By Fred Pals and Eduard Gismatullin

April 27 (Bloomberg) — Royal Dutch Shell Plc and BP Plc, Europe’s largest oil companies, may post the biggest drop in quarterly earnings in at least five years after the recession dragged down crude prices.

U.S. oil futures averaged $43.31 a barrel in the quarter, 56 percent lower than a year earlier, after plunging from a record $147.27 reached in July. The companies responded by shelving projects and demanding price cuts from suppliers. BP may scale back its joint Sunrise oil-sands project in Alberta to cut expenses, while Shell has said industry costs could fall as much as 50 percent.

“We are going to see a very substantial drop in income and there’s very little they can do about costs in the short- term,” said Colin Morton, who helps manage about $2 billion, including BP and Shell stock, at Rensburg Fund Management in Leeds, England. “It’s going to be quite a tough period.”

Shell is likely to report April 29 that first-quarter profit excluding one-time items and inventory changes slumped 67 percent to $2.56 billion from $7.85 billion last year, based on the median estimate of 11 analysts compiled by Bloomberg. BP’searnings due tomorrow may have declined to $2.2 billion from $6.49 billion, a survey of 9 analysts showed.

ConocoPhillips, the third-biggest U.S. oil producer, said April 23 that net income declined 80 percent to $840 million. Eni SpA, Italy’s biggest oil company, last week said first- quarter earnings fell 43 percent to 1.9 billion euros ($2.5 billion). Exxon Mobil Corp., the world’s largest company by market value, will release results on April 30.

Share Drop

Shell and BP reported their first quarterly losses in 10 and seven years respectively in the final three months of 2008, as the value of fuel inventories plunged.

Shell fell 13 percent in the first quarter, compared with an 11 percent drop for BP. Both underperformed the 40-member Dow Jones Europe Oil & Gas Index, which lost 3.5 percent.
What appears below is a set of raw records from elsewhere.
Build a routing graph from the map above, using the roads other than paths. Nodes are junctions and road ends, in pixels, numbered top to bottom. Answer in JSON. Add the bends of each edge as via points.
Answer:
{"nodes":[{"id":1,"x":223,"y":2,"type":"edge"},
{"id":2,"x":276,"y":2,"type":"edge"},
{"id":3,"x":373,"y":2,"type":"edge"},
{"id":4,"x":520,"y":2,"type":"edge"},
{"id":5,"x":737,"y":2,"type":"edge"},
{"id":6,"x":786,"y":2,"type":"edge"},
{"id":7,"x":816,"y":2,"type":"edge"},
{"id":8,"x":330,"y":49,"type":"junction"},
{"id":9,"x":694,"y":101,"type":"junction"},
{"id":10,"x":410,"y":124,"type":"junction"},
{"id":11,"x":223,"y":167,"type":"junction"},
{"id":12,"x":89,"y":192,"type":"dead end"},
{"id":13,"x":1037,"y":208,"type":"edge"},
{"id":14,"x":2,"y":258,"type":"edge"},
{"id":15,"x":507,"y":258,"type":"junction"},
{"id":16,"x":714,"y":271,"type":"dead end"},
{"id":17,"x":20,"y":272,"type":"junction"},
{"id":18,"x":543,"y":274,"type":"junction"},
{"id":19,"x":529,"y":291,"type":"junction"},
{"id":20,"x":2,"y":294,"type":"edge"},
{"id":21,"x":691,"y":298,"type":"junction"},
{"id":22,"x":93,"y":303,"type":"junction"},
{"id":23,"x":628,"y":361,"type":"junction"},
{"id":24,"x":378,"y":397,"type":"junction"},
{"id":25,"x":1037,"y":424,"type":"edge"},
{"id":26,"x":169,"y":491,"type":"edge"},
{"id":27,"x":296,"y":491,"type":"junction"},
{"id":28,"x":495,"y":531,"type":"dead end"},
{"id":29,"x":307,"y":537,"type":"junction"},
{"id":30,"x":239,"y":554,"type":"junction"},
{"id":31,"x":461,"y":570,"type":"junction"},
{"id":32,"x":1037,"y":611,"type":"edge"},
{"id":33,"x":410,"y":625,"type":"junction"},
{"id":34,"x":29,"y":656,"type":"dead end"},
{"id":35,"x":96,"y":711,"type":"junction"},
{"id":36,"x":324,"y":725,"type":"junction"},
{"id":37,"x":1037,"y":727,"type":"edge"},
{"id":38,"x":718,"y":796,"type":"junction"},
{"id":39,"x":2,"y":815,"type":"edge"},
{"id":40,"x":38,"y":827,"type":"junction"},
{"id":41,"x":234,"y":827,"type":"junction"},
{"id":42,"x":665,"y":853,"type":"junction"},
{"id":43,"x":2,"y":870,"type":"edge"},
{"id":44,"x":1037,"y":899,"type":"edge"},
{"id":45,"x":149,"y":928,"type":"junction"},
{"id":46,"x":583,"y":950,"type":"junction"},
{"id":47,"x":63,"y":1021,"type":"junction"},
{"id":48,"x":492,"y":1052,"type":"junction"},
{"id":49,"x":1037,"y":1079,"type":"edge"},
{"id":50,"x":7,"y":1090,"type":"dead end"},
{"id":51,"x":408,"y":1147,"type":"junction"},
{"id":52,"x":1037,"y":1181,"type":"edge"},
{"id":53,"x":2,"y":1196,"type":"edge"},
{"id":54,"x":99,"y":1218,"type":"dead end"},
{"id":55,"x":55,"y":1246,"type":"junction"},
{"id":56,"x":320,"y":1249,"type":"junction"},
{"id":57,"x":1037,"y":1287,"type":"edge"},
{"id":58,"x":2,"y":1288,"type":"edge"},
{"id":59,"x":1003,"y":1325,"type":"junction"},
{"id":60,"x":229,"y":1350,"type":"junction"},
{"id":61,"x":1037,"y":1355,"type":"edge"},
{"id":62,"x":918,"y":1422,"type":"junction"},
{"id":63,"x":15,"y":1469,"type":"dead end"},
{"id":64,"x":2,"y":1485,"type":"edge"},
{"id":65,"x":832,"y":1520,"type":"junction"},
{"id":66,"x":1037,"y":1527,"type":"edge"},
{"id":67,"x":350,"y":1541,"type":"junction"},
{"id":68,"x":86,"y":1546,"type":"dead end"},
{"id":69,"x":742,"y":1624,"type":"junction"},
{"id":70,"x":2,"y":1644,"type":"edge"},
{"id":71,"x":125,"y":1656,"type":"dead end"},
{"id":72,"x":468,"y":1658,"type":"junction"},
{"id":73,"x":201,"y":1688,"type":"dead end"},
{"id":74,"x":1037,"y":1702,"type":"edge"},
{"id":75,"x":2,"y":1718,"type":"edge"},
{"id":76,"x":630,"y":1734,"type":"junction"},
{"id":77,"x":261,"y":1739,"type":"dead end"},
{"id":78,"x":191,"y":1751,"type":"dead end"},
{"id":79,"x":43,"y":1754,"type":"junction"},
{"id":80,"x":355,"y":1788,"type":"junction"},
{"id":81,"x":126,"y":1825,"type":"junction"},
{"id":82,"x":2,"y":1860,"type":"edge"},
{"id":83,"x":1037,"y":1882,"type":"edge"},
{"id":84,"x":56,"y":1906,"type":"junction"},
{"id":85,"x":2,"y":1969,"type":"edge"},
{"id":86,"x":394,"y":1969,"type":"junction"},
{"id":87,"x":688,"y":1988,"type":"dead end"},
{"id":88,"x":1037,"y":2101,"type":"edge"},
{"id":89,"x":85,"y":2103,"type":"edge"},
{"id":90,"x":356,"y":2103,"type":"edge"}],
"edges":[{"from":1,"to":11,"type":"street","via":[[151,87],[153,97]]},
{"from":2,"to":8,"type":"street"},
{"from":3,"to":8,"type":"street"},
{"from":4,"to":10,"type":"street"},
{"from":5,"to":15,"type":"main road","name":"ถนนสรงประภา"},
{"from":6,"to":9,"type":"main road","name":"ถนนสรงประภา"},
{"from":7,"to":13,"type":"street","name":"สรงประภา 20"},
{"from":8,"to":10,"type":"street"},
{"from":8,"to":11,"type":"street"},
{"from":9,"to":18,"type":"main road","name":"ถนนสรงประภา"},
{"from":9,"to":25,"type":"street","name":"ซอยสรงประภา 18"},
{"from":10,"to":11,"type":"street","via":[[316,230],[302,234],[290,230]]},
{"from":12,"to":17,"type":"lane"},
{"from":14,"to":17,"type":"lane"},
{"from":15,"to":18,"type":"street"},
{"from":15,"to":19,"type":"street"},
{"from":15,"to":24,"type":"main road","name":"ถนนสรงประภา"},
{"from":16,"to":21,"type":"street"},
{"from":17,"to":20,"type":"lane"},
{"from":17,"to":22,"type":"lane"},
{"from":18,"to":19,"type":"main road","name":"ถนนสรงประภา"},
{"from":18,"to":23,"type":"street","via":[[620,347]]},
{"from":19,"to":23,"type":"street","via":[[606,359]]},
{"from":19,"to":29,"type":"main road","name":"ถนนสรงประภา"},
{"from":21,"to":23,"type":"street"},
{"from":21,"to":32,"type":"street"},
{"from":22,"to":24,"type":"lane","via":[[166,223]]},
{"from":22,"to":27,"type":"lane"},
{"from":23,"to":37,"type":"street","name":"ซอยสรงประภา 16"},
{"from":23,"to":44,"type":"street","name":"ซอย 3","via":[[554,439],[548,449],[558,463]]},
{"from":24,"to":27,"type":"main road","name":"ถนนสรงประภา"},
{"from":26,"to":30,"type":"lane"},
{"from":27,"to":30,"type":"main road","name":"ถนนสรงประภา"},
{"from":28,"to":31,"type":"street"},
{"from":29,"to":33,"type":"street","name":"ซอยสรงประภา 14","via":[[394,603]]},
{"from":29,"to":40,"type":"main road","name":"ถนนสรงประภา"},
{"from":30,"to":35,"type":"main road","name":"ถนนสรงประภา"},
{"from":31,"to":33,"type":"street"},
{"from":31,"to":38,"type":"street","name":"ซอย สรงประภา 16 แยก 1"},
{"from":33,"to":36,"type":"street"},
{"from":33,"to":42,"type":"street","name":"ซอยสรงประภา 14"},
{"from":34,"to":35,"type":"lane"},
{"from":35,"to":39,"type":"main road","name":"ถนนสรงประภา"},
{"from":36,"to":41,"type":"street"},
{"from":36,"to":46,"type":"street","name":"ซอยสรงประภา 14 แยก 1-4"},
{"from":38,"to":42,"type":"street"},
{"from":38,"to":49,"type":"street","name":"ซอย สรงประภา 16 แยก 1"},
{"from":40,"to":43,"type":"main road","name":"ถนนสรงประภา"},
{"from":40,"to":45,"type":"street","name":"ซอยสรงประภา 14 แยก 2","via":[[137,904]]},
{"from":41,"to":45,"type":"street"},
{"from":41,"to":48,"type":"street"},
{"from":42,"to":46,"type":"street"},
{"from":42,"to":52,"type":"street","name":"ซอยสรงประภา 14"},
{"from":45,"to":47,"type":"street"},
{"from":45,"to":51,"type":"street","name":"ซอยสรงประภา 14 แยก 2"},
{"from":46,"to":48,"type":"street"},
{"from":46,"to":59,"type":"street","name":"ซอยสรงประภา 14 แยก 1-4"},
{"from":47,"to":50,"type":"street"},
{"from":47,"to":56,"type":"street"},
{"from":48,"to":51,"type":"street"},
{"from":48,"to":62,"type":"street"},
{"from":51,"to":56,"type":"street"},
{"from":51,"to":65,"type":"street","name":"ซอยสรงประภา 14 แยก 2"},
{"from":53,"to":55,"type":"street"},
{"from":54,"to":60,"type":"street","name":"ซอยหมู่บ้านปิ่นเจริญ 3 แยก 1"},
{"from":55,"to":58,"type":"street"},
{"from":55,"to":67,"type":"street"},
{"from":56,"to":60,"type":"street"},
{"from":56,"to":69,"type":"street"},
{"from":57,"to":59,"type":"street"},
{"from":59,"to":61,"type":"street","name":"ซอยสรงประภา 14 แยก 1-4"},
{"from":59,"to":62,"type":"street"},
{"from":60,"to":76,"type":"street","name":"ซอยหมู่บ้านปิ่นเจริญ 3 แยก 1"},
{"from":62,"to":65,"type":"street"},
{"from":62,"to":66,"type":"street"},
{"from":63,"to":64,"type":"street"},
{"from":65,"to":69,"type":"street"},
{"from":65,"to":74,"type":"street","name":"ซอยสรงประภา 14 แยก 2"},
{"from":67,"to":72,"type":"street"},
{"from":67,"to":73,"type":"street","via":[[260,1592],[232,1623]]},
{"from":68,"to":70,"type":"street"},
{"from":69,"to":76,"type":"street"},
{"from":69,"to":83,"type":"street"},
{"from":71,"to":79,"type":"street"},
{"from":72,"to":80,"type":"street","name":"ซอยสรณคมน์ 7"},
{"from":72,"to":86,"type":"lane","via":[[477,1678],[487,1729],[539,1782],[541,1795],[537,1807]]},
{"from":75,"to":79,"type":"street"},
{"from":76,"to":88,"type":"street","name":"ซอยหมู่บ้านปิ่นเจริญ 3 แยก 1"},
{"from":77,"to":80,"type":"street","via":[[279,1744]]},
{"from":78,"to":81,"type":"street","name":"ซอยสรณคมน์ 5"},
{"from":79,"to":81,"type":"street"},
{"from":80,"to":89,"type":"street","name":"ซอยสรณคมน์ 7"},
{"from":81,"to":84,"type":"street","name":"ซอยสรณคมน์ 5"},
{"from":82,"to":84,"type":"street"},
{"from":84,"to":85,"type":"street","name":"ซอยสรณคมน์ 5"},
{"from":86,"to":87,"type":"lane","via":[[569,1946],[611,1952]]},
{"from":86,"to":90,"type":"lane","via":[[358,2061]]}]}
BP’s Global Indicator Margin, a broad measure of refining profitability, rose to $6.20 a barrel in the first quarter from $4.64 a year earlier, according to data on its Web site.

Shell spokeswoman Catherine Aitken said on April 24 the average estimate of a “fair number” of analysts surveyed by the company was for earnings of $2.6 billion.

BP spokesman Robert Wine also said last week that the average estimate of 19 brokers was for profit of $2.23 billion, with estimates ranging from $1.92 billion to $2.43 billion.

Spending Plans

Shell, based in The Hague, last month pledged to pay out around $10 billion in dividends this year, even as the company funds the biggest spending program among its peers to revive production growth. Shell is betting on capital-intensive projects such as a gas-to-liquids plant in Qatar and the mining of oil sands in Canada to boost production from 2010.

“What they say about capital expenditure, that’s what determines their growth rate for the next four to five years,” Andy Lynch, who helps manage about $2 billion in assets at Schroder Investment Management Ltd. in London, said April 24. Both BP and Shell want “to share the benefits of falling costs,” he added.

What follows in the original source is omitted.